I have a Pandas dataframe that looks similar to this:
datetime data1 data2
2021-01-23 00:00:31.140 a1 a2
2021-01-23 00:00:31.140 b1 b2
2021-01-23 00:00:31.140 c1 c2
2021-01-23 00:01:29.021 d1 d2
2021-01-23 00:02:10.540 e1 e2
2021-01-23 00:02:10.540 f1 f2
The real dataframe is very large and for each unique timestamp, there are a few thousand rows.
I want to save this dataframe to a Parquet file so that I can quickly read all the rows that have a specific datetime index, without loading the whole file or looping through it. How do I save it correctly in Python and how do I quickly read only the rows for one specific datetime?

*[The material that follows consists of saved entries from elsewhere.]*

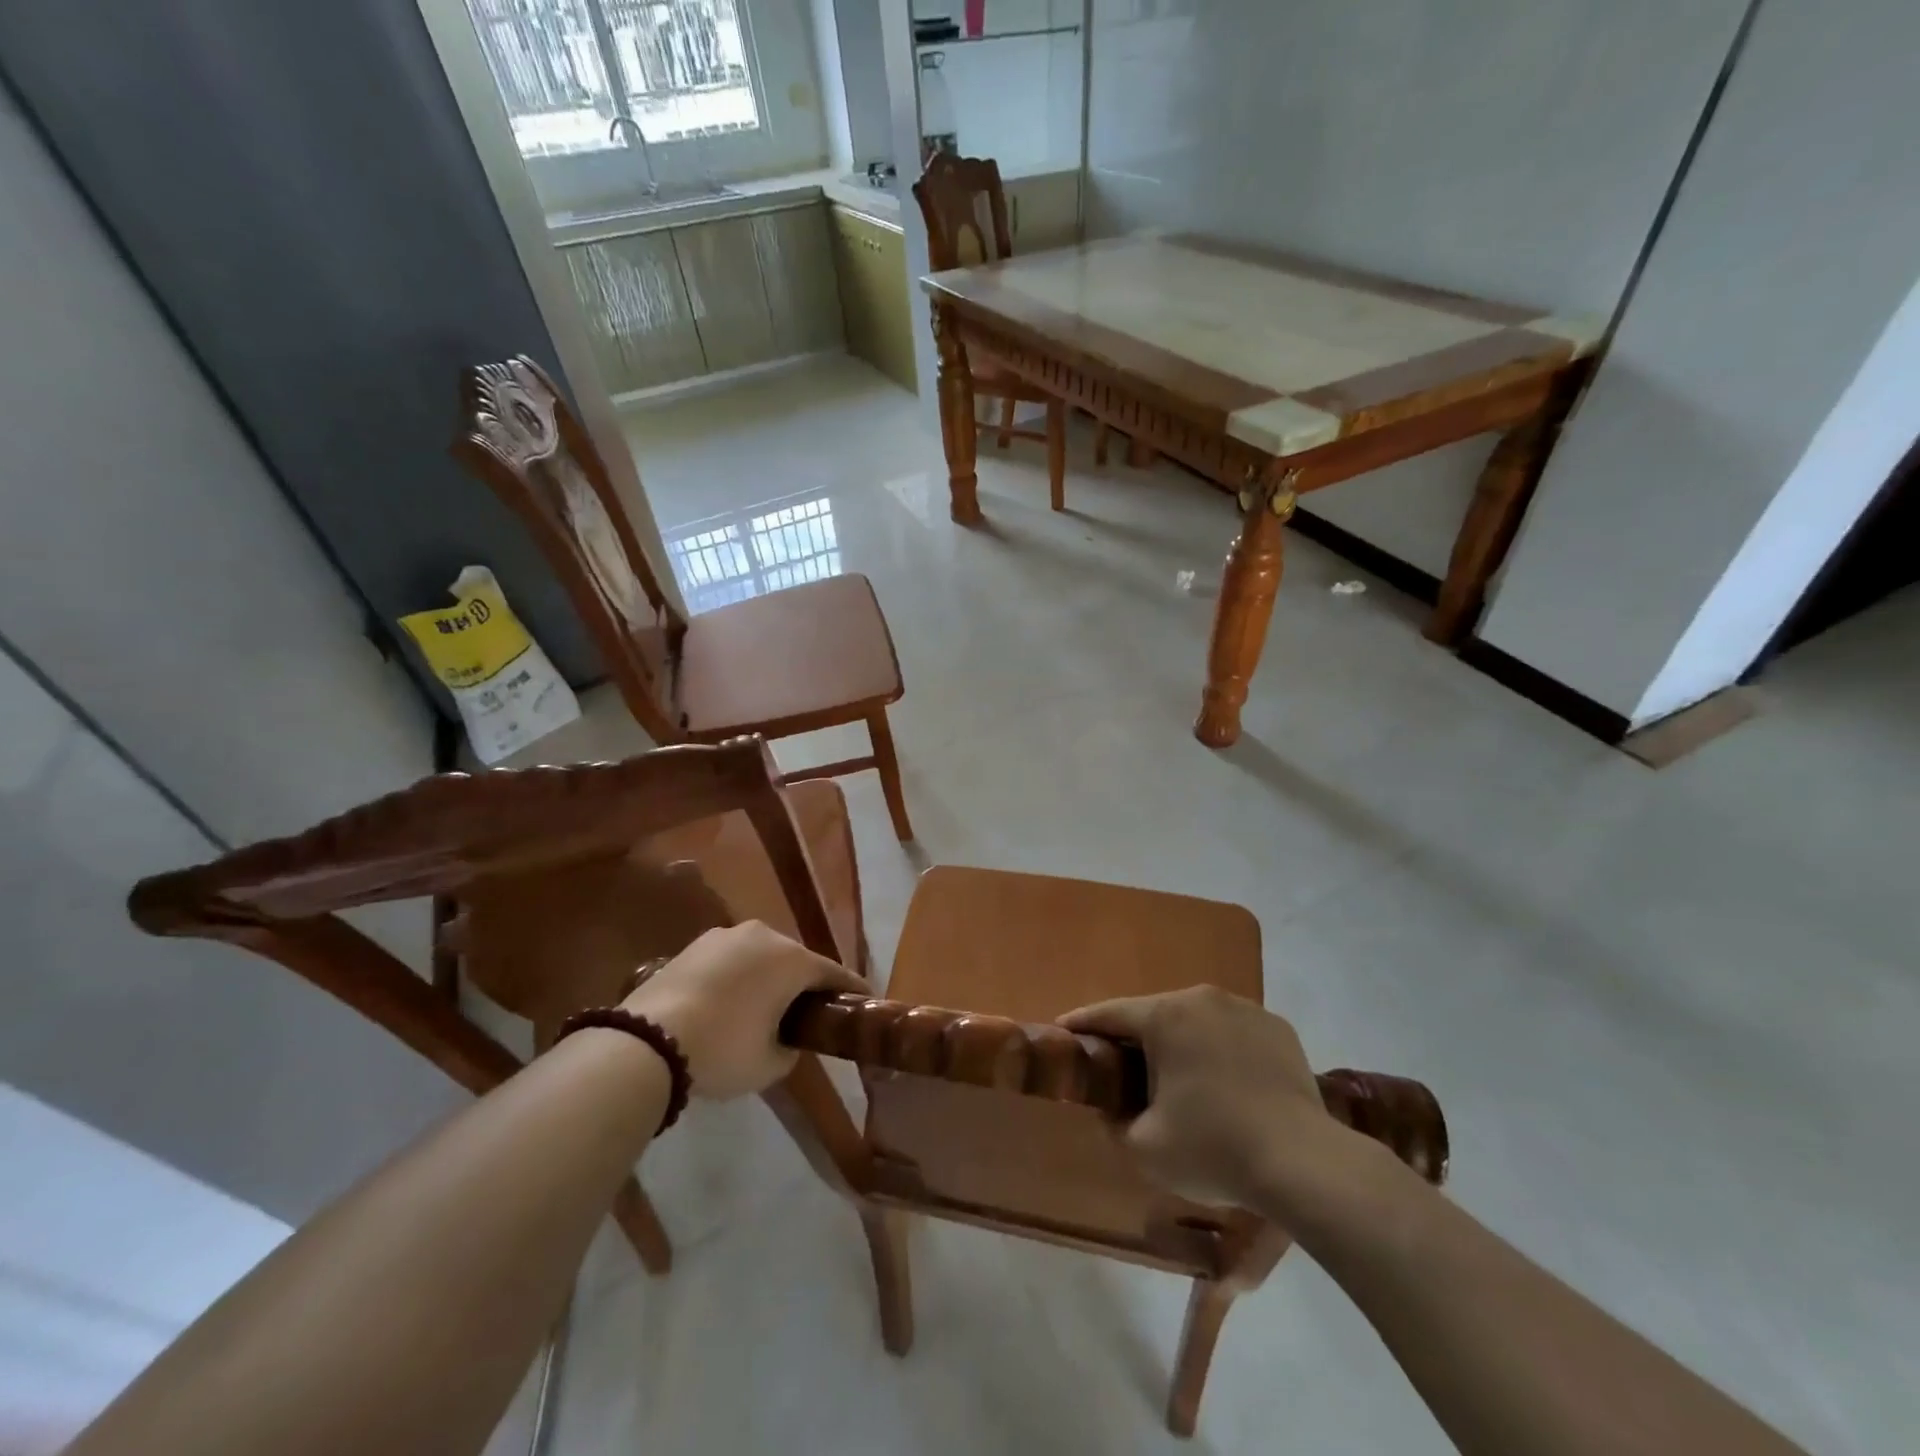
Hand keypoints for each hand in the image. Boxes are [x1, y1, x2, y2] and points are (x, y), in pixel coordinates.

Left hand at [621, 922, 863, 1098]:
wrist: (645, 1042)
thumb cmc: (722, 1050)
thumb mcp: (770, 1064)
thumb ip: (792, 1047)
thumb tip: (789, 1039)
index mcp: (792, 959)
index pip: (834, 973)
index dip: (852, 990)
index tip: (865, 1000)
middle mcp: (764, 935)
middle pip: (796, 960)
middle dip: (805, 984)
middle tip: (808, 1013)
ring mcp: (725, 936)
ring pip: (761, 956)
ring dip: (769, 977)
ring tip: (764, 1007)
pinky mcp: (694, 945)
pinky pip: (731, 960)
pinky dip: (738, 977)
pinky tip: (728, 1003)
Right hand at [1060, 986, 1345, 1213]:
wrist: (1305, 1164)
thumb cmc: (1214, 1149)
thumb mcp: (1144, 1148)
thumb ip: (1115, 1122)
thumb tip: (1114, 1111)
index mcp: (1166, 1016)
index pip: (1111, 1013)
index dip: (1083, 1023)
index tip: (1063, 1028)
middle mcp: (1203, 999)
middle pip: (1156, 1014)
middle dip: (1136, 1038)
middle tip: (1123, 1067)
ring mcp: (1246, 1009)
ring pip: (1197, 1021)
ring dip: (1181, 1042)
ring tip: (1178, 1078)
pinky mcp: (1278, 1028)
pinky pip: (1234, 1032)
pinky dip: (1220, 1050)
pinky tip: (1224, 1083)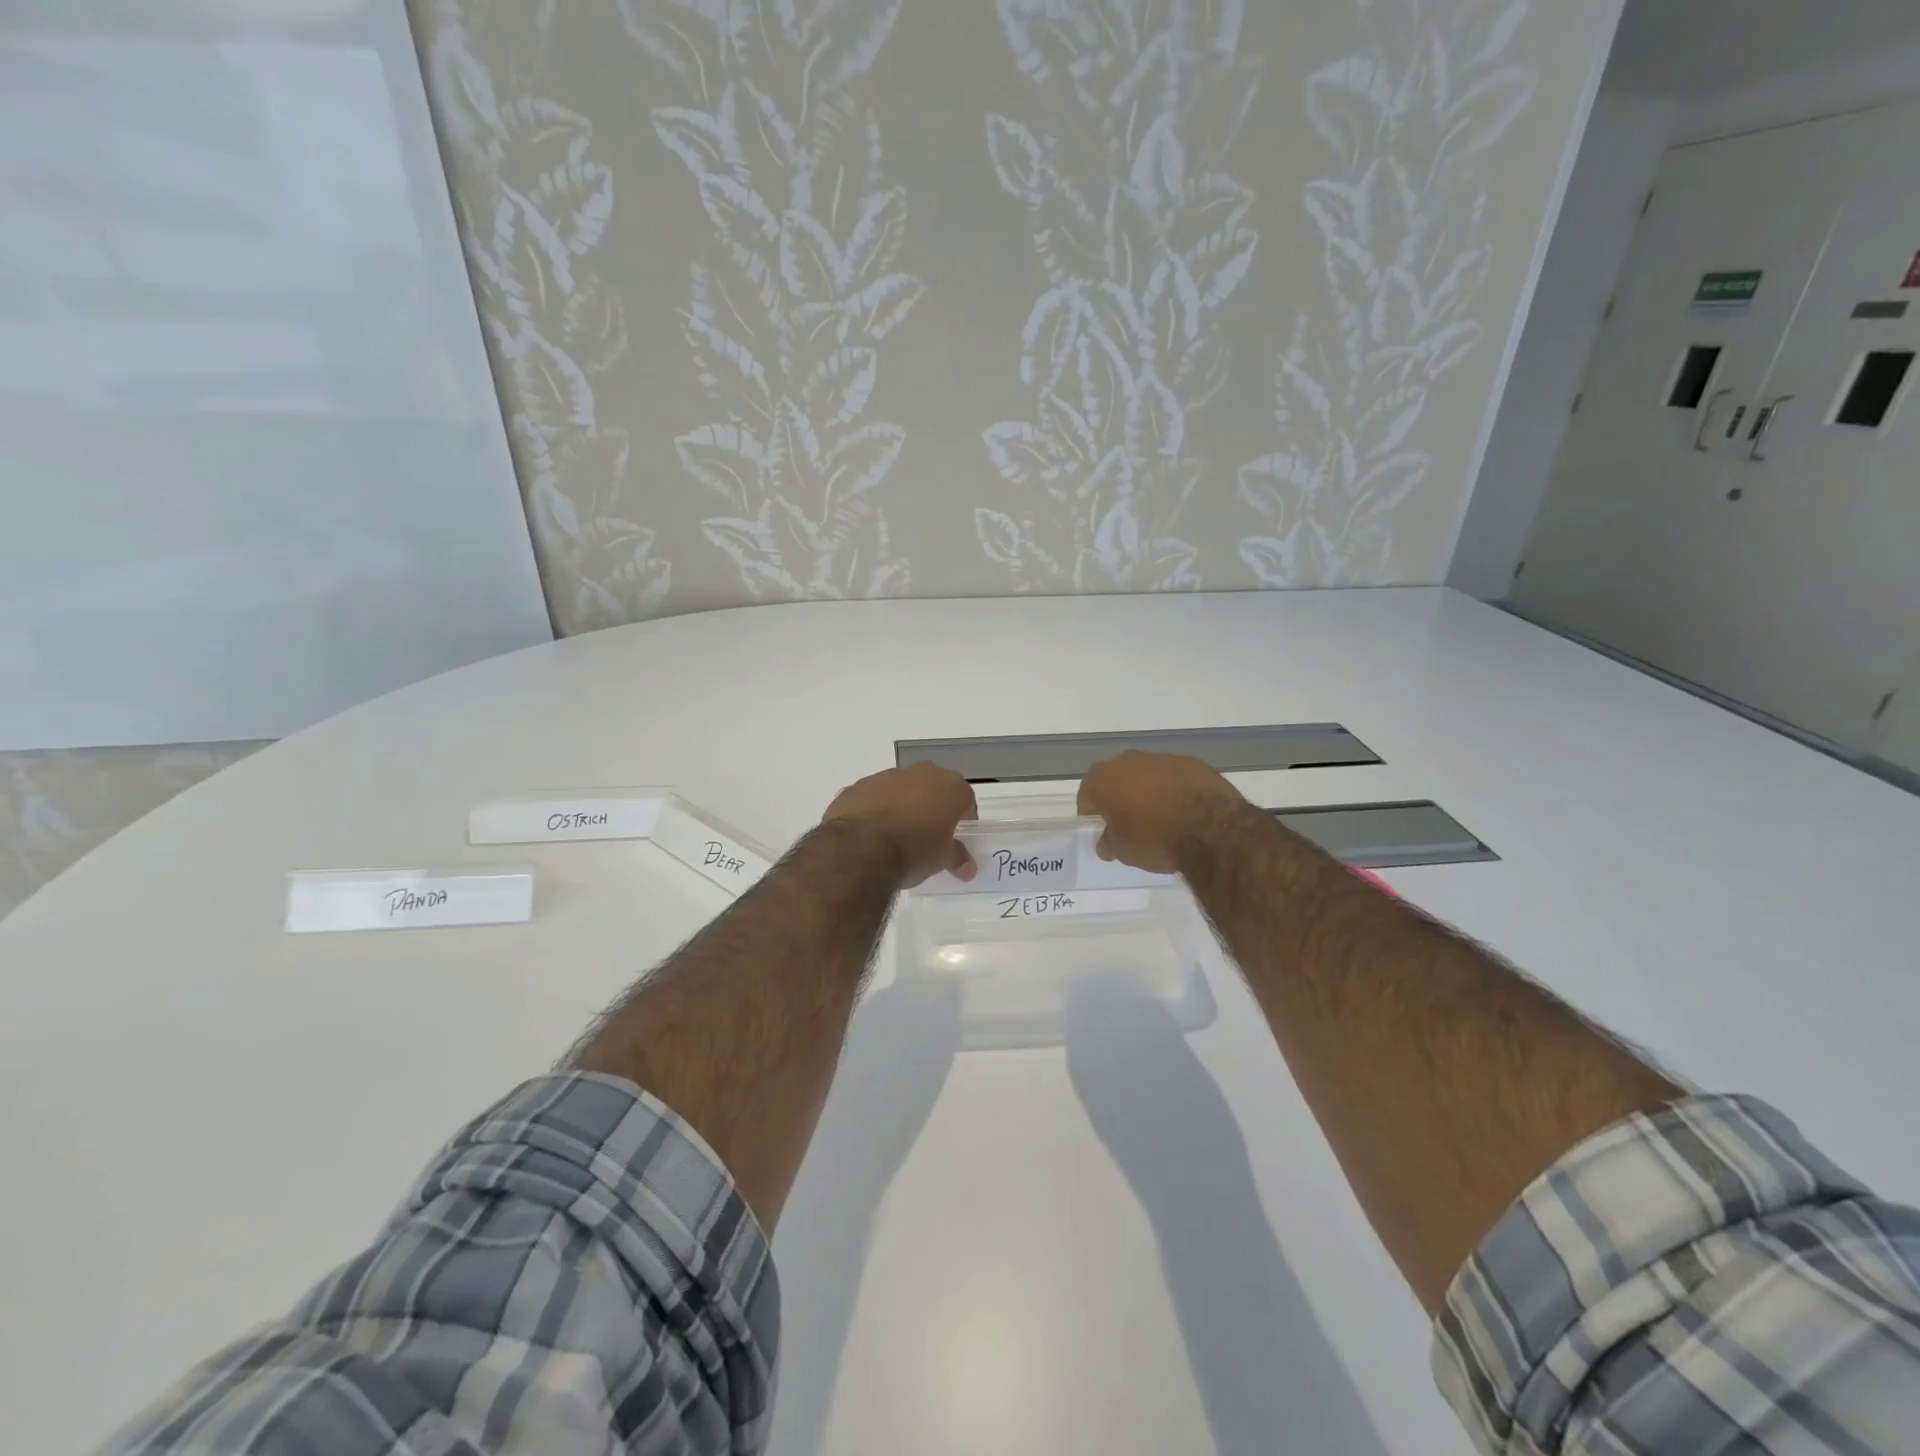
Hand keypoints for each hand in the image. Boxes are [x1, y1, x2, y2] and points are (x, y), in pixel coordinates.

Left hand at [824, 763, 977, 887]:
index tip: (956, 837)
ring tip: (896, 835)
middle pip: (933, 787)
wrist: (860, 848)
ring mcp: (886, 776)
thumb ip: (957, 857)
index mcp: (949, 786)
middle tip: (928, 834)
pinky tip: (870, 833)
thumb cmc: (913, 851)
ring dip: (902, 805)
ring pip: (901, 789)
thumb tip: (968, 868)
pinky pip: (874, 796)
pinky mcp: (858, 786)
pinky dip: (875, 809)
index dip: (963, 818)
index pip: (965, 799)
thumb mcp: (942, 859)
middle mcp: (921, 772)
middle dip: (932, 807)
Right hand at [1077, 751, 1248, 873]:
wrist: (1210, 829)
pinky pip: (1174, 777)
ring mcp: (1162, 758)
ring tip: (1160, 818)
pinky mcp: (1192, 762)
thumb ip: (1109, 842)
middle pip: (1116, 779)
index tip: (1100, 828)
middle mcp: (1128, 761)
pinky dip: (1174, 789)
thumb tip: (1106, 842)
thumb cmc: (1154, 839)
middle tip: (1128, 822)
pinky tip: (1184, 812)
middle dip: (1119, 797)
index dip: (1091, 812)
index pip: (1087, 794)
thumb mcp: (1123, 851)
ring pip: (1146, 774)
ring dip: (1148, 791)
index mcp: (1103, 779)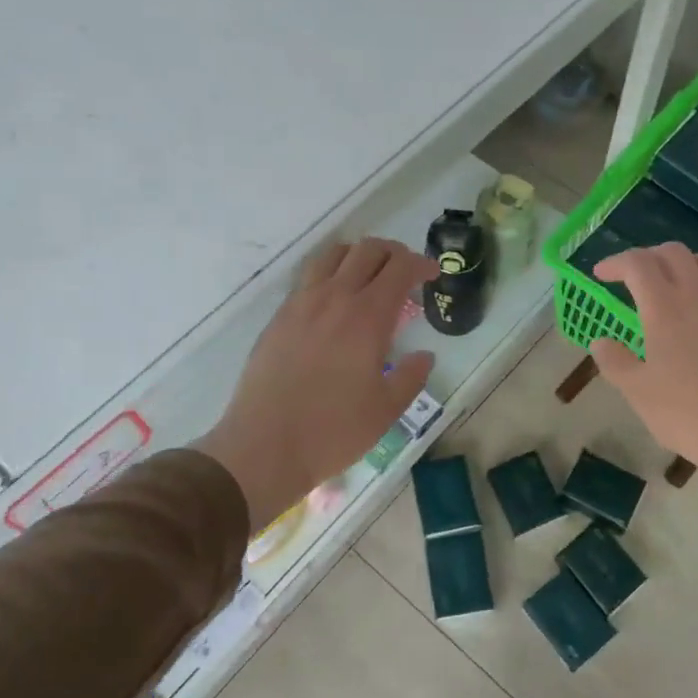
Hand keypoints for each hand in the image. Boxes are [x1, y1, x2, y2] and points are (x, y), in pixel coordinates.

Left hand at [198, 238, 438, 531]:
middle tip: (406, 274)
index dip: (421, 264)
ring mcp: (301, 304)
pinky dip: (330, 273)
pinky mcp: (279, 317)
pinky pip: (309, 277)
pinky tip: (335, 303)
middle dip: (394, 253)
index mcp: (367, 317)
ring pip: (333, 254)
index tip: (433, 275)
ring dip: (358, 255)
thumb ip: (411, 376)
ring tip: (369, 277)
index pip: (399, 268)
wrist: (264, 447)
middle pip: (368, 250)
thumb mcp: (387, 410)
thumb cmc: (333, 431)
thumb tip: (424, 356)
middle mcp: (334, 298)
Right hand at [590, 244, 697, 509]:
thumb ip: (614, 361)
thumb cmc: (687, 413)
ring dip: (684, 263)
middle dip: (648, 257)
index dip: (616, 262)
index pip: (638, 263)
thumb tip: (601, 342)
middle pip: (673, 253)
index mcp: (664, 308)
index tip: (601, 275)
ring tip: (672, 285)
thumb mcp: (637, 392)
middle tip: (633, 279)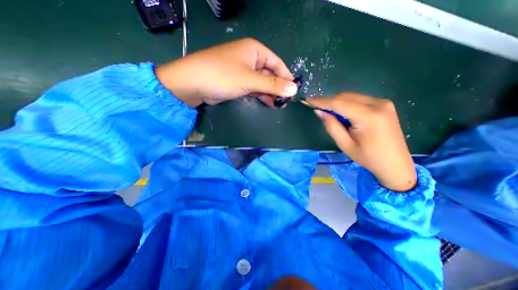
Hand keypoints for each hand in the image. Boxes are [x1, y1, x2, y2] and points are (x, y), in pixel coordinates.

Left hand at [156, 37, 297, 105]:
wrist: (193, 84)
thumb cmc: (223, 75)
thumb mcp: (250, 80)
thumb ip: (272, 85)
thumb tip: (294, 89)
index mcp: (255, 50)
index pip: (277, 63)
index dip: (286, 77)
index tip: (293, 91)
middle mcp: (250, 58)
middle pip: (270, 73)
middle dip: (277, 87)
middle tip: (285, 102)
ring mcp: (243, 71)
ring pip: (262, 82)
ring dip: (270, 93)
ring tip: (278, 105)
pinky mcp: (238, 82)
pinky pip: (254, 88)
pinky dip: (260, 95)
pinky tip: (268, 103)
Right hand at [307, 93, 414, 191]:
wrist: (395, 164)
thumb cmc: (367, 157)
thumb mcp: (344, 144)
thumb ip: (331, 125)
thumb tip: (319, 111)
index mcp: (368, 117)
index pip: (339, 103)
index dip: (322, 101)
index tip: (308, 100)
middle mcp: (378, 104)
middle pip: (345, 97)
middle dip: (329, 101)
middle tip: (317, 108)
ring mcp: (383, 102)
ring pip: (352, 96)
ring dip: (337, 102)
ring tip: (328, 112)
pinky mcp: (384, 104)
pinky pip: (359, 99)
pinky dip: (347, 103)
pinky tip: (342, 113)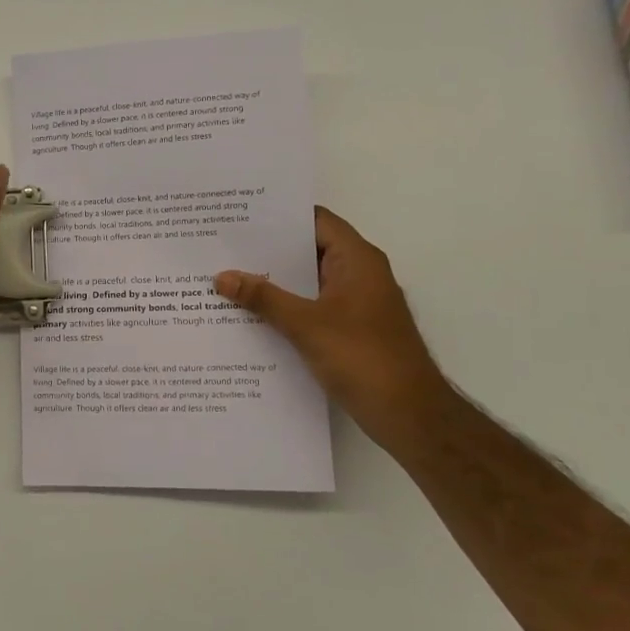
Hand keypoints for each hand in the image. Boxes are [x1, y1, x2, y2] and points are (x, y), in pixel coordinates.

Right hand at [214, 207, 449, 438]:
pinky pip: (310, 308)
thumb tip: (221, 276)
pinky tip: (250, 316)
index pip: (315, 220)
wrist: (408, 415)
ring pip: (307, 282)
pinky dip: (284, 308)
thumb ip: (263, 298)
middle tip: (222, 247)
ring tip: (226, 278)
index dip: (279, 215)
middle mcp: (358, 274)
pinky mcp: (350, 330)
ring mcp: (355, 304)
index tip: (239, 215)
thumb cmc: (363, 358)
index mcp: (357, 260)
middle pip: (308, 250)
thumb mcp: (306, 325)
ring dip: (273, 282)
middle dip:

After reading, I would like to have a new dataframe that contains all the rows for that specific datetime. For example, I want to read only the rows for datetime "2021-01-23 00:00:31.140" from the Parquet file and receive this dataframe:
datetime data1 data2
2021-01-23 00:00:31.140 a1 a2
2021-01-23 00:00:31.140 b1 b2
2021-01-23 00:00:31.140 c1 c2
I am wondering it it may be first necessary to convert the data for each timestamp into a column, like this, so it can be accessed by reading a column instead of rows?
2021-01-23 00:00:31.140 2021-01-23 00:01:29.021 2021-01-23 00:02:10.540
['a1', 'a2'] ['d1', 'd2'] ['e1', 'e2']
['b1', 'b2'] NaN ['f1', 'f2']
['c1', 'c2'] NaN NaN
I appreciate any help, thank you very much in advance!